We can't help ourselves. Prop up a piece of poster-board with a "report card" grading the parties from A to F -- in big, hand-drawn letters, if you please -- according to their compliance with some pressure group's agenda, and we will unfailingly put it top of the nightly news. We know it's meaningless. We know it's not really news. But it's great visuals. Roll tape. Stop us before we shoot again.
So it is that the first week of the current campaign ends with the media, as if scoring rounds between boxers, declaring Reform the winner, and the Bloc Quebecois the loser. How is this? Did Reform make a particularly telling criticism of its rivals, or put its own proposals in a more convincing light?
Was the weakness of the Bloc's position exposed in some new way? Did we learn anything about either party that should make the average voter more or less likely to vote for it?
Not exactly. We learned that Preston Manning had come into possession of the Liberal platform, and released it two days before the Grits themselves had planned to. We learned, too, that Bloc leader Gilles Duceppe had visited a cheese factory, even put on a silly-looking hygienic cap, only to find that - - oops! -- the factory owner did not support the Bloc's views on unpasteurized cheese. Oh, and the BQ bus got lost for about an hour.
Objectively speaking, these events are of no significance to anyone except the people on the bus -- the politicians, their handlers, and the press. The discovery that Liberal security is less than airtight does nothing in itself to make the Reform leader more prime ministerial, just as the unfortunate bus driver's inability to read a map offers no fresh insight on the merits or demerits of sovereignty. They have nothing to do with the election, these fleeting media sensations, and everything to do with the campaign.
Or maybe not. This sort of hand-wringing about campaign coverage is at least as old as the coverage itself. In their defence, the media could say that they are merely reporting facts. It is a fact that Reform scooped the Liberals, just as it is a fact that the Bloc's campaign was poorly organized. Should we abstain from reporting the facts?
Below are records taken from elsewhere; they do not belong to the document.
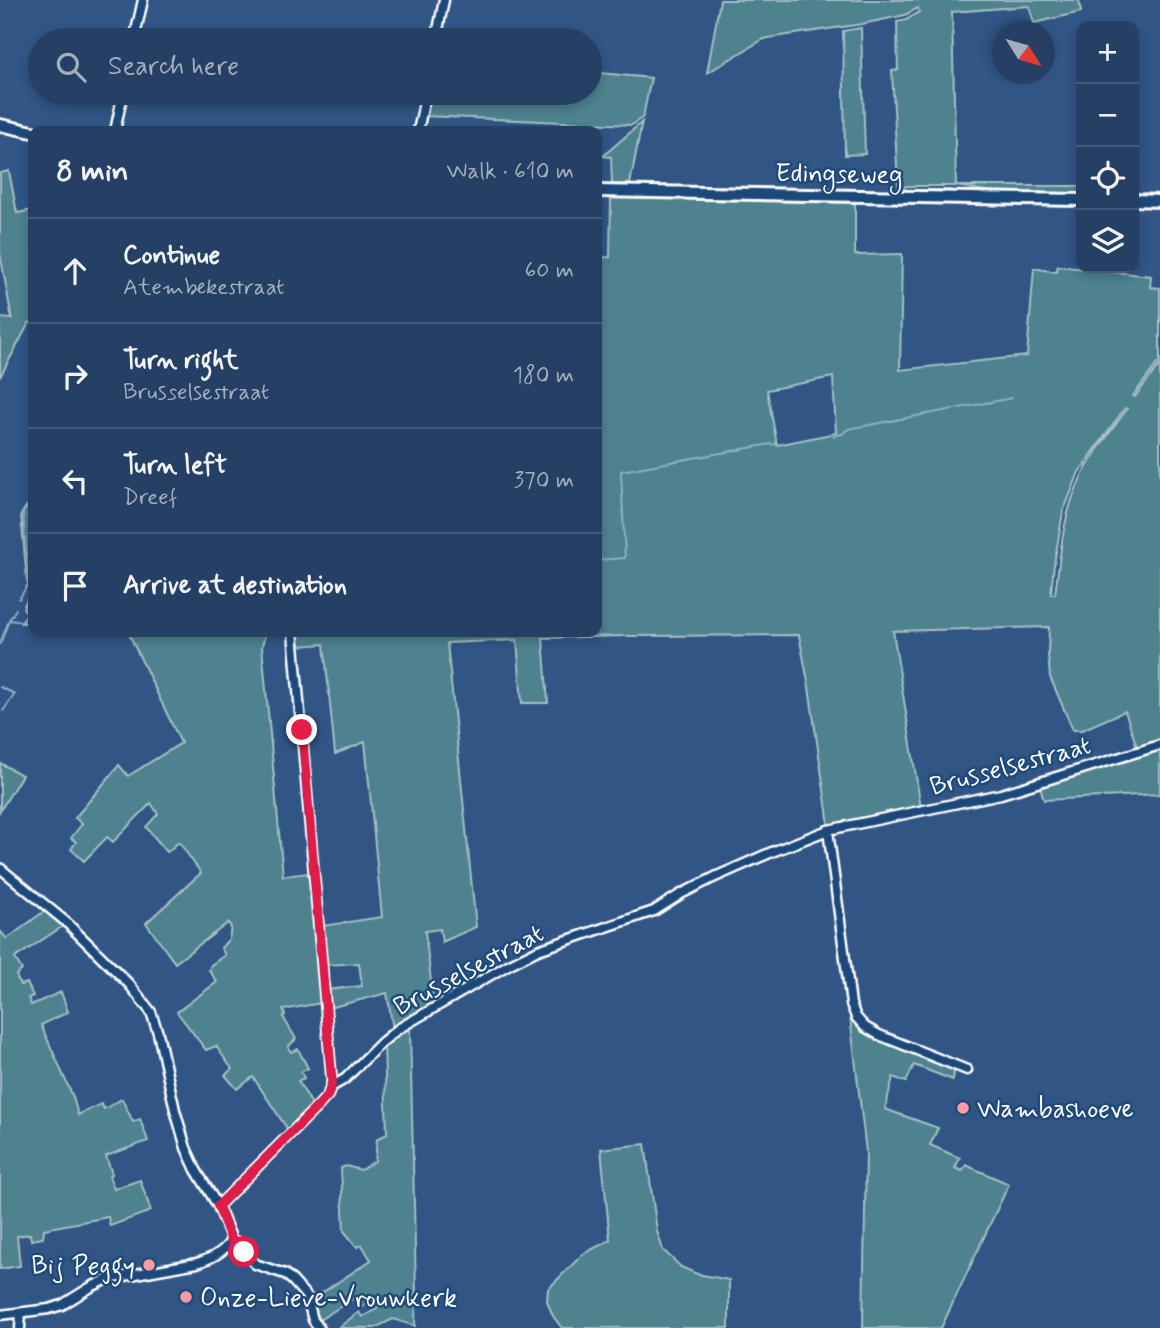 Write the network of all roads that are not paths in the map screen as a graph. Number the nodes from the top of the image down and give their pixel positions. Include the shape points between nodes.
1 (143, 0) edge
2 (444, 0) edge
3 (137, 28) edge
4 (438, 28) edge
5 (120, 105) edge
6 (423, 105) edge
7 (0, 125) edge
8 (116, 126) edge
9 (419, 126) edge
10 (28, 131) edge
11 (602, 191) edge
12 (1076, 200) edge
13 (1139, 200) edge
14 (1160, 201) edge
15 (293, 637) edge
16 (1160, 744) edge
17 (828, 830) junction
18 (0, 868) edge
19 (967, 1070) dead end
20 (331, 1087) junction
21 (218, 1206) junction
22 (231, 1240) junction
23 (21, 1313) junction
24 (0, 1315) edge
25 (20, 1328) edge
26 (319, 1328) edge

1 - 3 street
2 - 4 street
5 - 8 street
6 - 9 street
7 - 10 main road
11 - 12 main road, Edingseweg
13 - 14 main road
15 - 20 street
16 - 17 street, Brusselsestraat via 1001,794
17 - 19 street via 856,1017 879,1035
17 - 20 street, Brusselsestraat via 715,877 654,911 538,950 508,965 398,1029
18 - 21 street via 66,922 151,1012 186,1148
20 - 21 street, Brusselsestraat via 319,1105
21 - 22 street
22 - 23 street via 208,1259 108,1279 62,1305
22 - 26 street via 255,1264 293,1281 307,1297
23 - 24 street
23 - 25 street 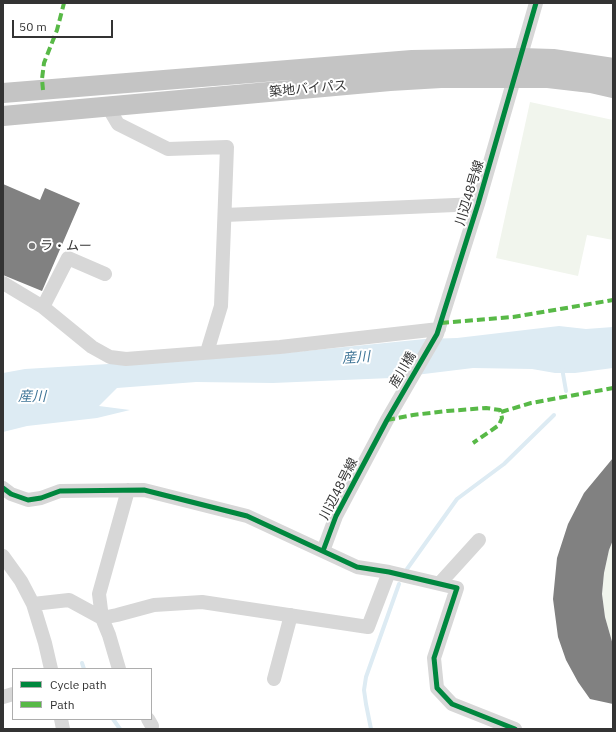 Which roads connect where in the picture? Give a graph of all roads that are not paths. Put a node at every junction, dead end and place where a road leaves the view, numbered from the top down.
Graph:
1 (536, 3) edge
2 (521, 58) junction
3 (613, 68) edge
4 (516, 77) junction
5 (613, 88) edge
6 (3, 93) edge
7 (108, 107) junction
8 (3, 116) edge
9 (478, 204) junction
10 (224, 216) junction
11 (105, 274) dead end
12 (3, 283) edge
13 (43, 307) junction
14 (438, 331) junction
15 (207, 352) junction
16 (388, 417) joint
17 (3, 488) edge
18 (128, 490) junction
19 (479, 540) dead end
20 (323, 551) junction
21 (3, 556) edge
22 (389, 572) junction
23 (440, 583) junction
24 (33, 604) junction
25 (291, 615) junction
26 (102, 618) junction
27 (51, 668) edge
28 (119, 668) edge
29 (274, 679) dead end
30 (515, 729) edge

1 - 2 street, 川辺48号線
2 - 3 highway, 築地バイパス
2 - 4 street, 川辺48号線
2 - 6 highway, 築地バイパス
4 - 5 highway, 築地バイパス
4 - 7 highway, 築地バイパス
4 - 9 street, 川辺48号線
7 - 8 highway, 築地バイパス
7 - 10 street
9 - 10 street
9 - 14 street, 川辺48号線
10 - 15 street
11 - 13 street
12 - 13 street
13 - 15 street
14 - 15 street
14 - 16 street, 産川橋
16 - 20 street, 川辺48号線
17 - 18 street
18 - 20 street
18 - 26 street
19 - 23 street
20 - 22 street
21 - 24 street
22 - 23 street
22 - 25 street
23 - 30 street
24 - 26 street
24 - 27 street
25 - 26 street
25 - 29 street
26 - 28 street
More to the point, it might be maintained that the way a party campaigns does tell us much about its ability to govern. In the plainest sense, a voter is entitled to assume, if a party cannot manage the logistics of a campaign, chances are it will be just as inept at governing. But even without such pragmatic rationales, there is a sense in which the success or failure of a party leader's campaign is in itself a measure of his ability to lead.
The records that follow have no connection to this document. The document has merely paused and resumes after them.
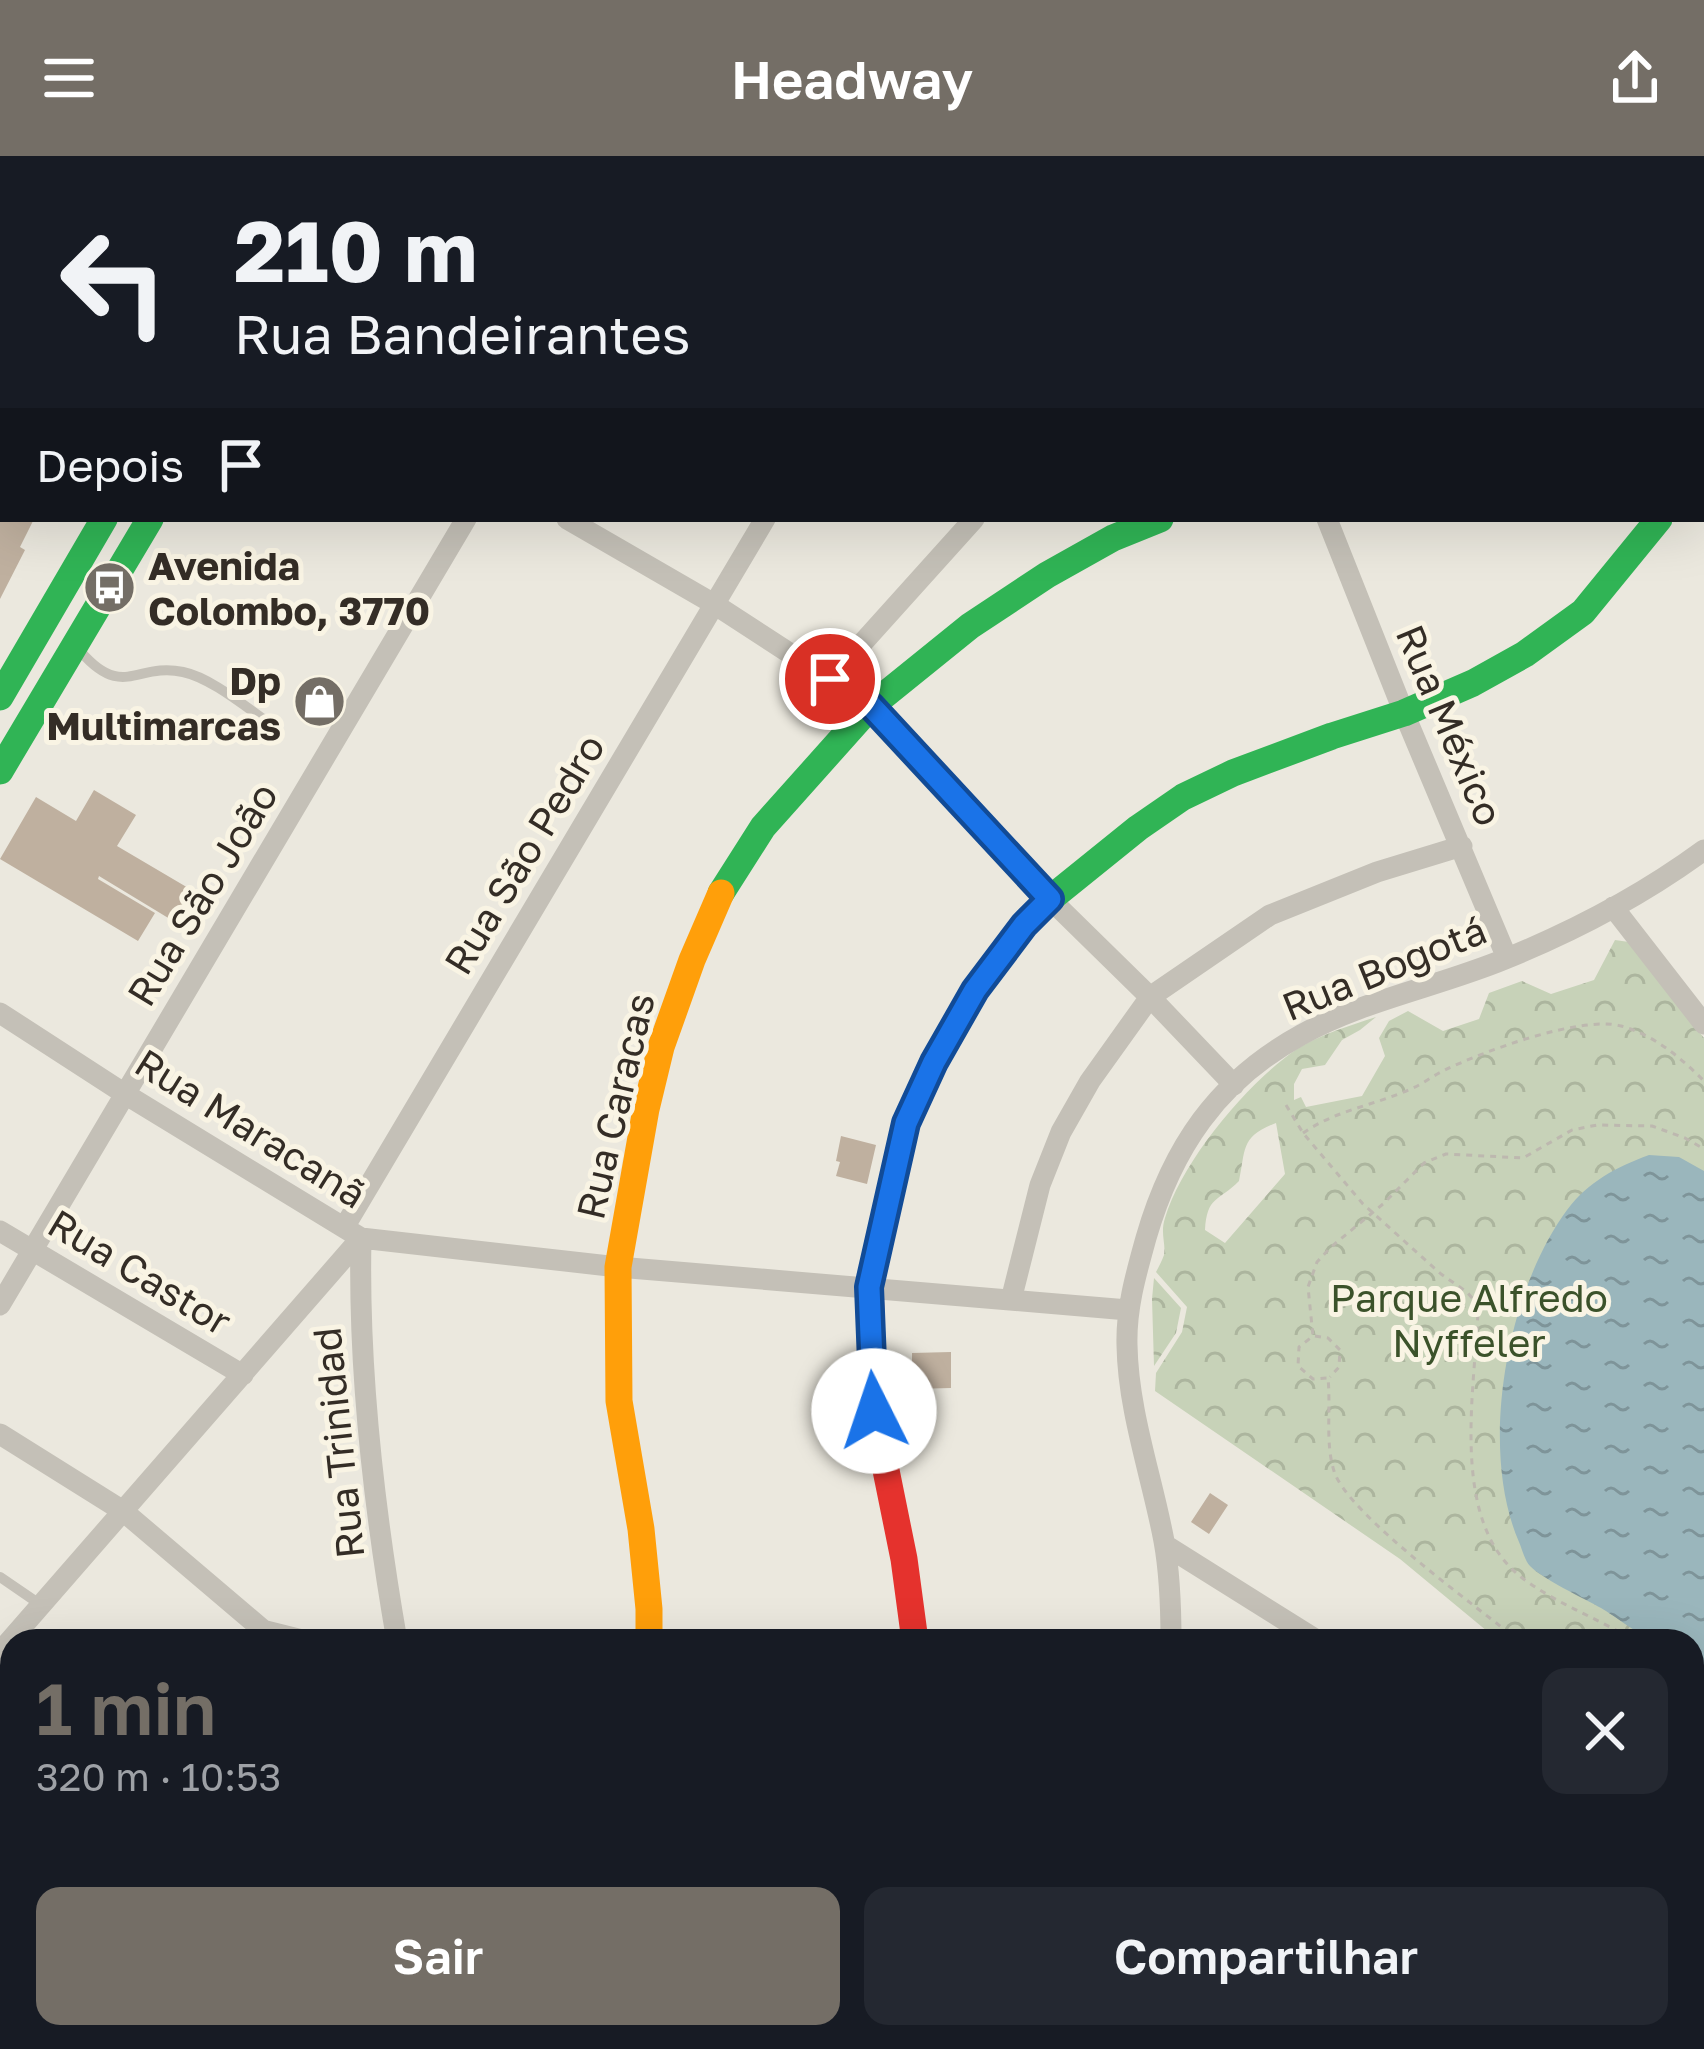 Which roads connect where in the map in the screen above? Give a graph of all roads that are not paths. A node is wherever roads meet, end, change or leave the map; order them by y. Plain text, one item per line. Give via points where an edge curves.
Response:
1 (102, 522) edge
2 (148, 522) edge
3 (464, 522) edge
4 (572, 522) edge
5 (763, 522) edge
6 (971, 522) edge
7 (1153, 522) edge
8 (1328, 522) edge
9 (1657, 522) edge
10 (72, 576) junction
11 (714, 604) junction
12 (75, 645) junction
13 (830, 679) junction
14 (0, 698) edge
15 (871, 706) junction
16 (1404, 713) junction
17 (272, 725) dead end
18 (0, 771) edge
19 (1462, 846) junction
20 (1704, 850) edge
21 (1050, 899) junction
22 (1613, 907) junction
23 (1507, 958) junction
24 (1150, 997) junction
25 (0, 1013) edge
26 (1704, 1024) edge
27 (1234, 1084) junction
28 (125, 1094) junction
29 (0, 1231) edge
30 (353, 1232) junction
31 (33, 1250) junction
32 (618, 1267) junction
33 (326, 1280) junction
34 (869, 1287) junction
35 (360, 1300) junction
36 (1011, 1300) junction
37 (0, 1305) edge
38 (1128, 1310) junction
39 (243, 1375) junction
40 (0, 1435) edge
41 (123, 1511) junction
42 (1165, 1545) junction
43 (0, 1576) edge
44 (41, 1605) junction
45 (20, 1629) edge
46 (262, 1629) edge
47 (395, 1629) edge
48 (649, 1629) edge
49 (913, 1629) edge
50 (1172, 1629) edge
51 (1299, 1629) edge

1 - 10 street
2 - 12 street
3 - 28 street, Rua São João
4 - 11 street
5 - 11 street, Rua São Pedro
6 - 13 street
7 - 15 street, Rua Caracas via 1047,575
8 - 16 street, Rua México
9 - 16 street via 1583,612 1525,654
10 - 12 street
10 - 14 street
11 - 13 street
11 - 30 street, Rua São Pedro
12 - 17 lane via 113,677 181,671 201,678
12 - 18 street
13 - 15 street
15 - 21 street
15 - 32 street, Rua Caracas via 763,827 722,890 661,1047
16 - 19 street, Rua México
16 - 21 street via 1183,797
19 - 23 street, Rua México
19 - 24 street via 1270,915
20 - 22 street, Rua Bogotá
21 - 24 street
21 - 34 street via 975,990 934,1062 906,1123
22 - 23 street, Rua Bogotá
22 - 26 street
23 - 27 street, Rua Bogotá via 1302,1034
24 - 27 street
24 - 36 street via 1061,1132
25 - 28 street, Rua Maracanã
27 - 38 street, Rua Bogotá via 1169,1171
28 - 30 street, Rua Maracanã
28 - 31 street, Rua São João
29 - 31 street, Rua Castor
30 - 32 street, Rua Maracanã
30 - 33 street, Rua São Pedro
30 - 35 street, Rua Trinidad
31 - 37 street, Rua São João
31 - 39 street, Rua Castor
32 - 34 street, Rua Maracanã
32 - 48 street, Rua Caracas via 619,1401
33 - 35 street
33 - 39 street, Rua São Pedro
34 - 36 street, Rua Maracanã
34 - 49 street via 874,1411
35 - 47 street, Rua Trinidad
36 - 38 street, Rua Maracanã
38 - 42 street, Rua Bogotá via 1130,1379
39 - 41 street, Rua São Pedro
40 - 41 street
41 - 44 street, Rua São Pedro
41 - 46 street
42 - 50 street, Rua Bogotá
42 - 51 street
43 - 44 lane
44 - 45 street, Rua São Pedro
We do not elect a program, after all, but a government: men and women who must not only manage the nation's affairs, but lead us -- that is, to inspire us to follow them. If they cannot lead, they cannot manage. There is nothing terribly rational about leadership. It's more about taste than anything else: theirs, and ours, and the consonance between the two. Taste can be acquired, but it remains inexplicable: either you have it, or you don't.
Another leader, with a surer sense of political taste, would probably have avoided the shower-cap fiasco that befell poor Duceppe. But avoidable or not, it happened. Perhaps it merely struck a chord of unease that already existed, but it made him the object of ridicule. Those the public ridicules cannot hope to lead them. It's unfair, but it's true.
Perhaps that will seem mere rationalization, the sophistic in defence of the superficial. Okay: so here's the policy wonk's case for "horse-race" coverage.
By and large, a party that is unclear about where it wants to take the country, either because it genuinely hasn't a clue, or because it is divided amongst itself, will be just as vague and uncertain in its campaigning. The electoral disasters of modern times -- John Turner in 1984, Kim Campbell in 1993, John Major in 1997 -- have generally been well-deserved disasters. They weren't fit to govern, and it showed.
By contrast, when a party has a very clear idea of what it wants to do in office, and when it is united in pursuit of that agenda, it will campaign with similar discipline and force, and the breaks will go its way: think of the Ontario Tories in 1995. That doesn't make it necessarily the best choice -- it may be clear and united and wrong -- but it seems to rank high among the public's criteria: they want to at least be sure that you know where you're going, before they'll decide whether to follow you. By that standard, perhaps Reform is the early winner.